Britain’s warring political parties will waste no time turning Tuesday’s economic numbers into a stick to beat the opposition. They won’t be so quick to remind voters that the eventual picture may tell another story.
In the last major piece of U.K. data before the May 7 election, the Office for National Statistics said growth slowed in the three months through March. The 0.3 percent expansion was the worst reading since 2012, and below economists’ forecasts.
The reading is based on less than half the information the statistics office will ultimately include, and revisions months and years later may change the figure by almost half a percentage point, a Bloomberg analysis going back more than a decade shows.
That won’t stop Prime Minister David Cameron and opposition rival Ed Miliband seizing on the figures to make the case for their parties, which are still running neck-and-neck in polls nine days before the vote.
“The number is going to be used and abused,” said Simon Kirby, an economist at the National Institute of Economic and Social Research. “It’s lies, damned lies and statistics, and the ONS have no control over how people interpret it once it’s out there in the public domain.”
Since Cameron’s Conservative-led government took office in 2010 the economy has grown almost 10 percent and its expansion last year was faster than any other in the Group of Seven.

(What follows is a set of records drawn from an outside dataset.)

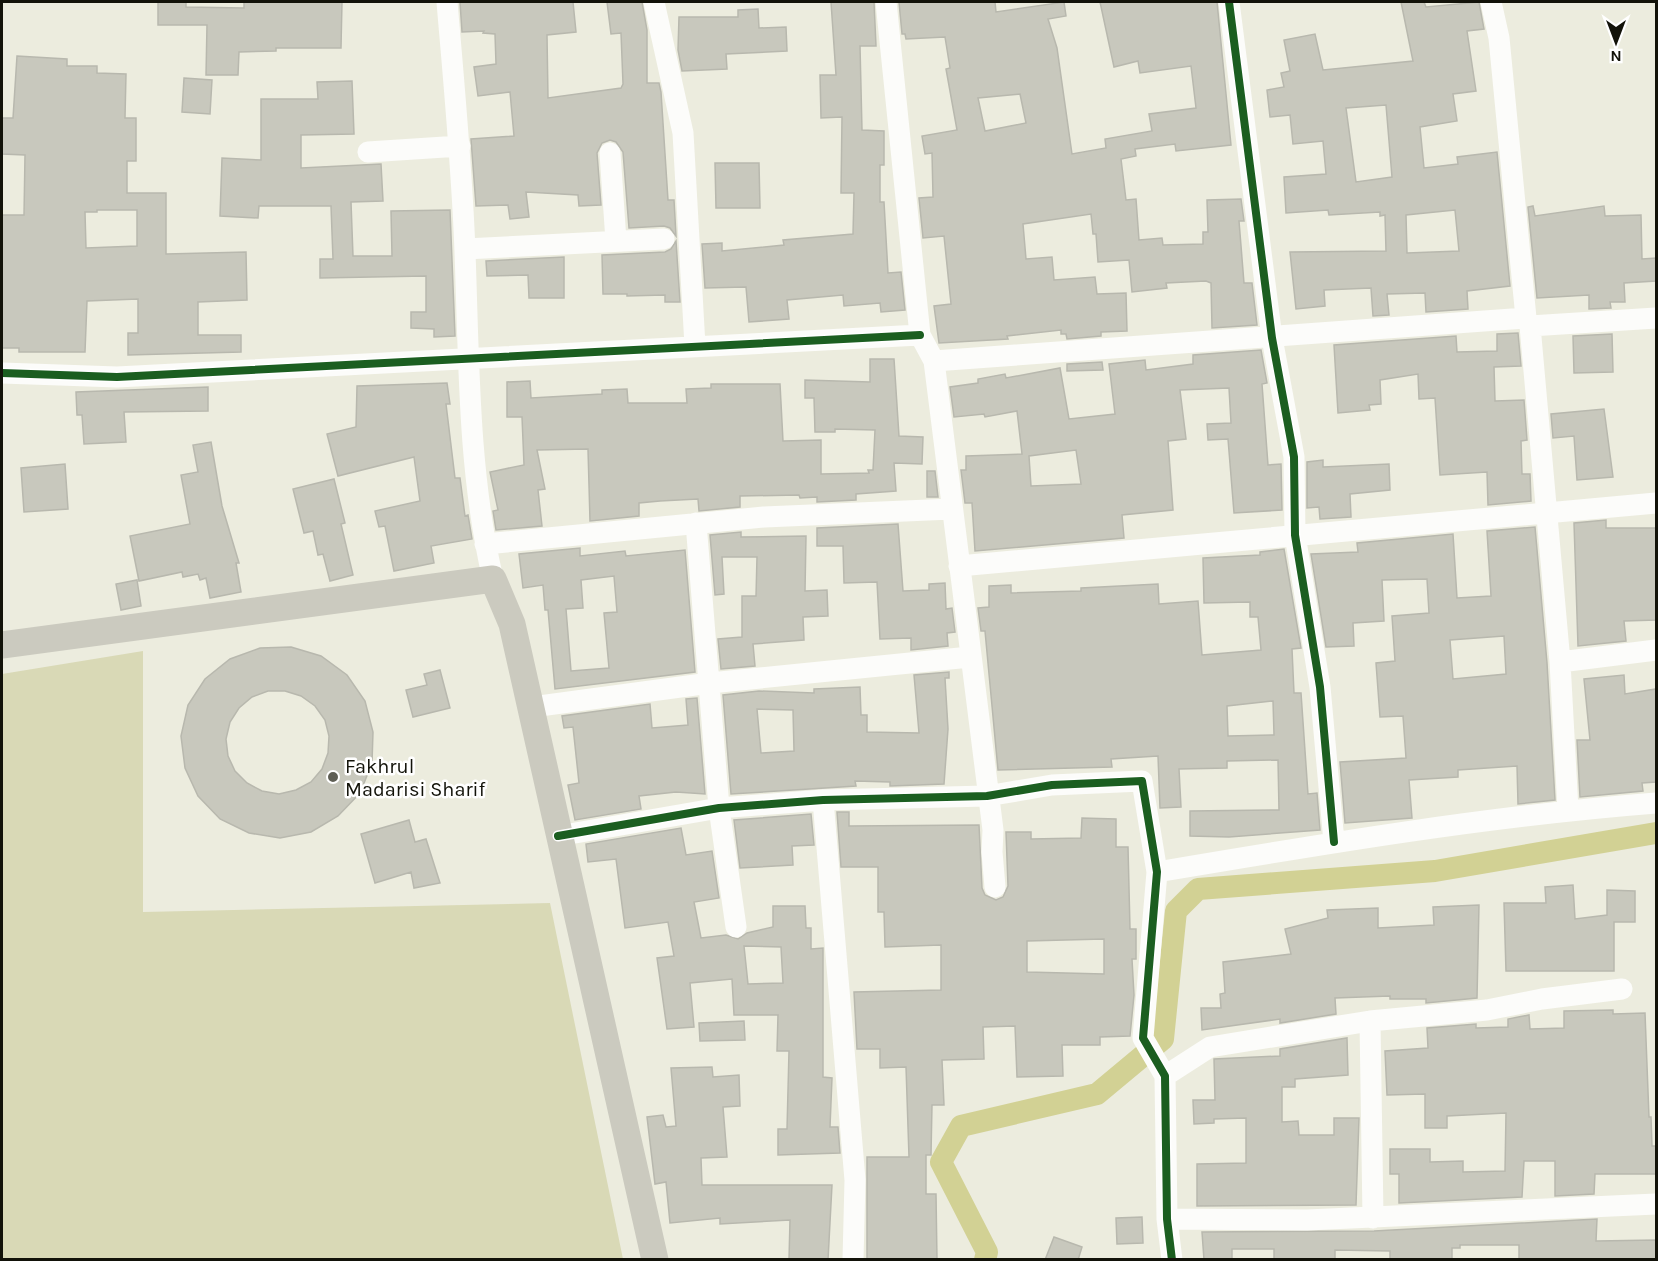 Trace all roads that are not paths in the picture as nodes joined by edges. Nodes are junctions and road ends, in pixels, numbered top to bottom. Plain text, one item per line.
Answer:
1 (447, 2) edge
2 (654, 2) edge
3 (886, 2) edge
4 (1229, 2) edge
5 (1491, 2) edge
6 (459, 146) junction
7 (368, 152) dead end
8 (610, 153) dead end
9 (664, 239) dead end
10 (616, 241) junction
11 (465, 249) junction
12 (1656, 318) edge
13 (1528, 322) junction
14 (920, 335) junction
15 (1272, 338) junction
16 (695, 346) junction
17 (468, 360) junction
18 (934, 361) junction
19 (2, 373) edge
20 (1656, 503) edge
21 (952, 509) junction
22 (1548, 514) junction
23 (696, 523) junction
24 (1294, 536) junction
25 (485, 544) junction
26 (959, 566) junction
27 (493, 579) junction
28 (2, 645) edge
29 (1656, 650) edge
30 (970, 657) junction
31 (1560, 662) junction
32 (711, 683) junction
33 (532, 707) junction
34 (987, 796) junction
35 (823, 800) junction
36 (1656, 803) edge
37 (719, 808) junction
38 (1568, 810) junction
39 (558, 836) junction
40 (1334, 842) junction
41 (1157, 872) junction
42 (995, 887) dead end
43 (736, 927) dead end
44 (1622, 989) dead end
45 (1370, 1021) junction
46 (1165, 1076) junction
47 (1656, 1204) edge
48 (1373, 1218) junction
49 (1167, 1219) junction
50 (655, 1260) edge
51 (853, 1260) edge
52 (1172, 1260) edge

1 - 6 street
2 - 16 street
3 - 14 street
4 - 15 street
5 - 13 street
6 - 7 street
6 - 11 street
8 - 10 street
9 - 10 street
10 - 11 street
11 - 17 street
12 - 13 street
13 - 15 street
13 - 22 street
14 - 16 street
14 - 18 street
15 - 18 street
15 - 24 street
16 - 17 street
17 - 19 street
17 - 25 street
18 - 21 street
20 - 22 street
21 - 23 street
21 - 26 street
22 - 24 street
22 - 31 street
23 - 25 street
23 - 32 street
24 - 26 street
24 - 40 street
25 - 27 street
26 - 30 street
27 - 28 main road
27 - 33 main road
29 - 31 street
30 - 32 street
30 - 34 street
31 - 38 street
32 - 33 street
32 - 37 street
33 - 39 main road
34 - 35 street
34 - 41 street
34 - 42 street
35 - 37 street
35 - 51 street
36 - 38 street
37 - 39 street
37 - 43 street
38 - 40 street
39 - 50 main road
40 - 41 street
41 - 46 street
44 - 45 street
45 - 46 street
45 - 48 street
46 - 49 street
47 - 48 street
48 - 49 street
49 - 52 street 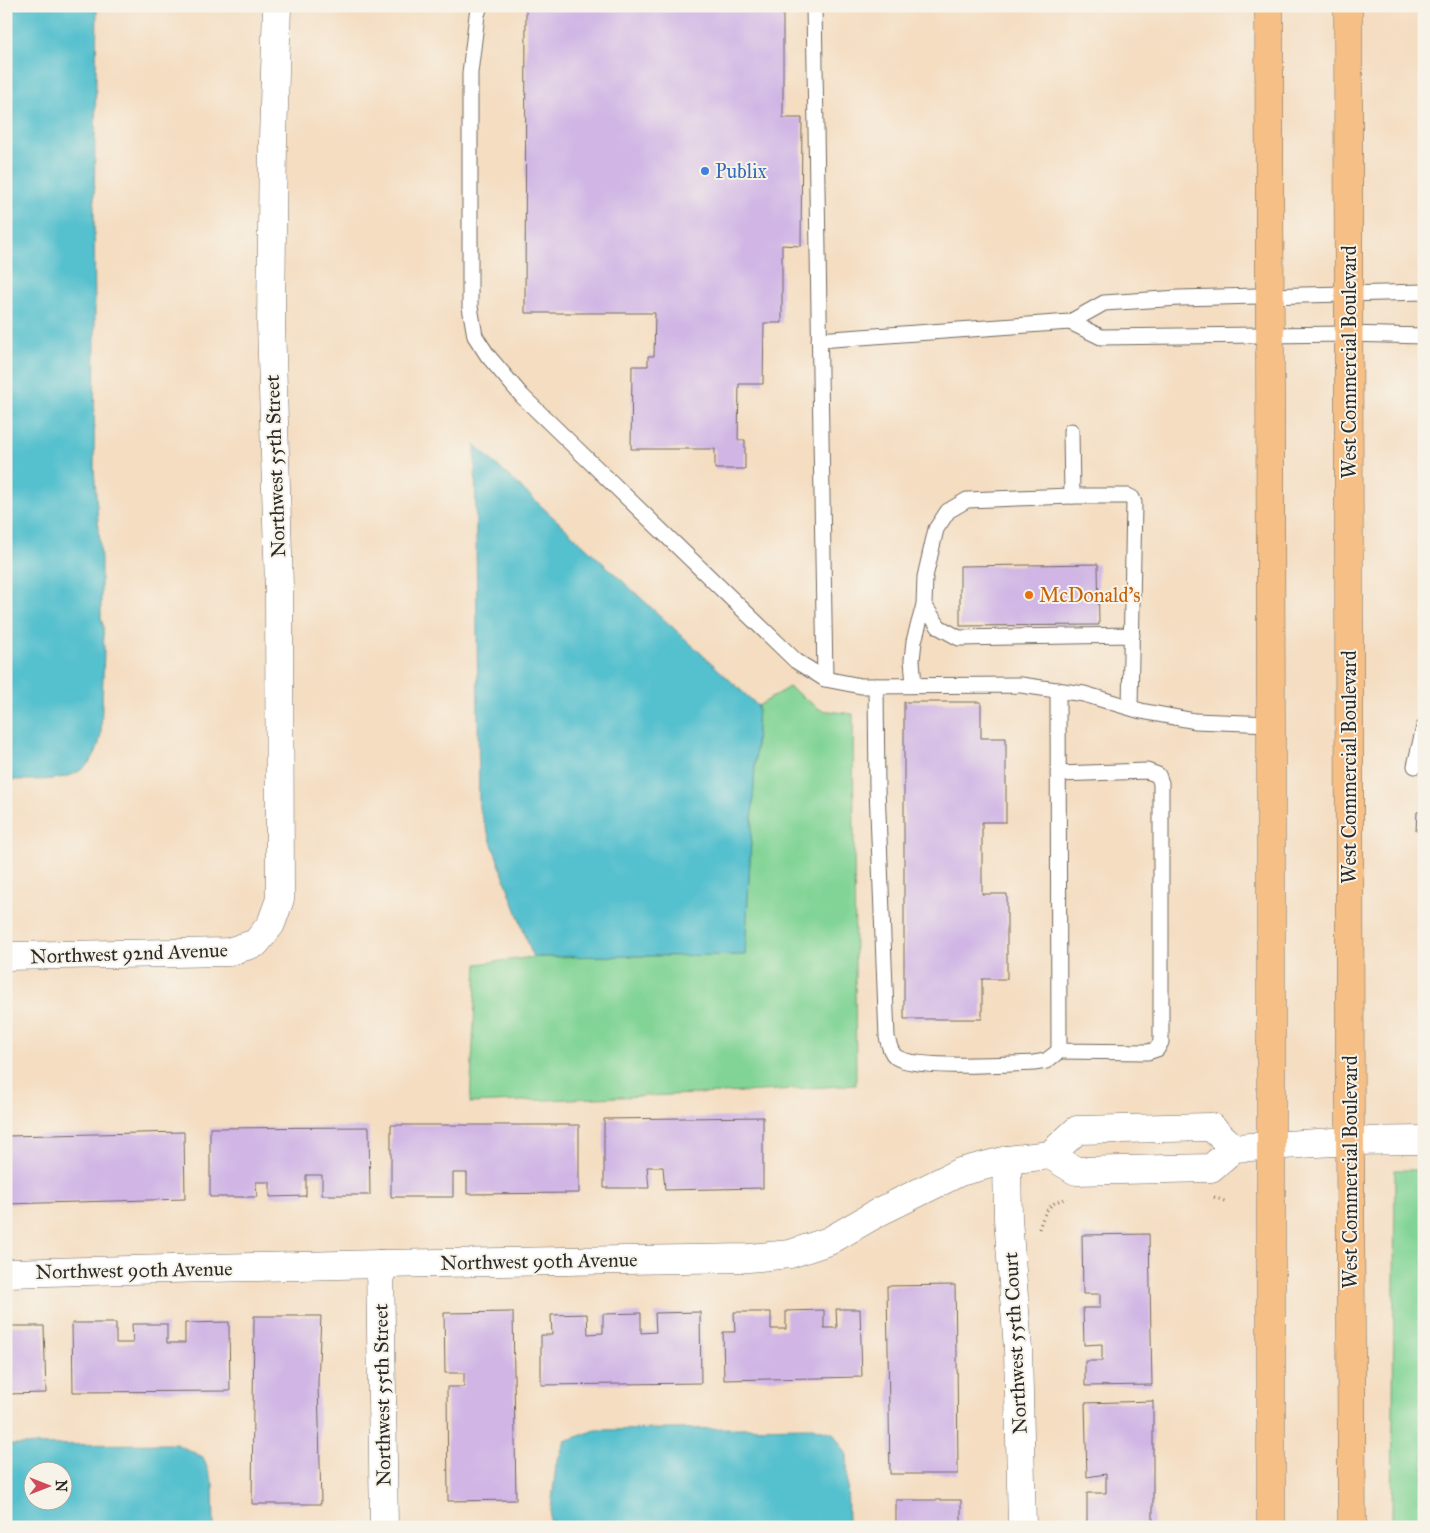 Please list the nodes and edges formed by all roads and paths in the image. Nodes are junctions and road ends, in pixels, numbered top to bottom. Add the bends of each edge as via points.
1 (277, 6) edge
2 (480, 6) edge
3 (814, 6) edge
4 (1269, 6) edge
5 (1348, 6) edge
6 (1424, 292) edge
7 (1349, 294) junction
8 (1270, 296) junction
9 (1070, 322) junction
10 (1348, 334) junction
11 (1270, 335) junction
12 (1424, 336) edge
13 (819, 340) junction
14 (1071, 431) dead end
15 (1072, 496) junction
16 (924, 605) junction
17 (1132, 634) junction
18 (825, 679) junction
19 (876, 686) junction
20 (914, 686) junction
21 (1058, 690) junction
22 (1130, 707) junction
23 (1272, 724) junction
24 (1424, 727) edge
25 (1424, 760) edge
26 (1058, 774) junction
27 (271, 924) joint
28 (6, 956) edge
29 (1059, 1051) junction
30 (1424, 1140) edge
31 (1350, 1141) junction
32 (1272, 1146) junction
33 (1234, 1148) junction
34 (1050, 1155) junction
35 (1007, 1160) junction
36 (1212, 1196) dead end
37 (1073, 1199) dead end
38 (1227, 1202) dead end
39 (1038, 1237) dead end
40 (380, 1264) junction
41 (6, 1273) edge
42 (384, 1527) edge
43 (1022, 1527) edge
44 (1271, 1527) edge
45 (1352, 1527) edge

1 - 27 street, Northwest 55th Street via 271,323 279,587 280,899
2 - 18 lane via 470,74 470,307 475,336 522,396 796,661
3 - 13 lane
4 - 8 highway
5 - 7 highway, West Commercial Boulevard
6 - 7 lane
7 - 8 lane
7 - 10 highway, West Commercial Boulevard
8 - 9 lane via 1104,303
8 - 11 highway
9 - 11 lane via 1101,337
9 - 13 lane
10 - 11 lane
10 - 12 lane
10 - 31 highway, West Commercial Boulevard
11 - 23 highway
13 - 18 lane
14 - 15 lane
15 - 16 lane via 967,500 948,511 936,529 925,577
15 - 17 lane via 1132,498
16 - 17 lane via 939,627 959,638
16 - 20 lane via 914,640
17 - 22 lane
18 - 19 lane
19 - 20 lane
19 - 29 lane via 886,1036 891,1052 907,1061 932,1065 1034,1064 1046,1061
20 - 21 lane via 1021,686
21 - 22 lane
21 - 26 lane
22 - 23 lane via 1195,721
23 - 32 highway
24 - 25 lane via 1415,766
26 - 29 lane
26 - 29 lane via 1147,771 1158,775 1161,783 1160,1042 1157,1049 1148,1052
27 - 28 street, Northwest 92nd Avenue via 256,943 228,952
30 - 31 street
31 - 32 street
31 - 45 highway, West Commercial Boulevard
32 - 33 street
32 - 44 highway
33 - 34 street via 1211,1168 1076,1171
33 - 34 street via 1211,1127 1077,1130
34 - 35 street, Northwest 90th Avenue
35 - 40 street, Northwest 90th Avenue via 960,1172 829,1241 790,1254 739,1258
35 - 43 street, Northwest 55th Court via 1018,1349
36 - 38 path
37 - 39 path via 1051,1204 1044,1214
40 - 41 street, Northwest 90th Avenue
40 - 42 street, Northwest 55th Street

Miliband, whose Labour Party would likely gain power with the support of the Scottish National Party if current polling is replicated on May 7, says the recovery has failed to improve living standards for most.
The data produced a range of interpretations by political parties.
“Good news,” Chancellor of the Exchequer George Osborne said on Twitter. “Economy continues to grow but this is a critical moment & reminder you can’t take recovery for granted.” “These disappointing figures show economic growth slowing down,” said Ed Balls, who speaks for the opposition Labour party on economic matters.
Liberal Democrat Danny Alexander, chief secretary to the Treasury, said “the underlying figures show that we are still making solid progress across the wider economy” though some Tory proposals are “a real threat to all the hard earned progress we’ve made to date.” His party is the junior partner in Cameron’s coalition.
The first estimate of U.K. GDP is published less than a month after the end of the quarter, which means Britain is usually the first among the G-7. In the absence of complete data, the ONS uses its own estimates.
Second and third estimates are published in the next two months, with an average absolute difference of 0.1 percentage point between the first and third. After three years, almost all of the information that feeds into the statistic has been included, said Joe Grice, chief economist at the ONS.
That widens the average difference to 0.3 percentage point, according to Bloomberg calculations. Add in any subsequent methodological changes and the average versus the first take is 0.4 percentage points.
In other words, the reading Tuesday — which was less than the median 0.5 percent forecast by economists — could turn out to be a 0.1 percent contraction or 0.7 percent growth, which would make for a very different political story. Previous revisions revealed the recession of 2012 never happened, and the slump of 2008-2009 was shorter and shallower than first estimated.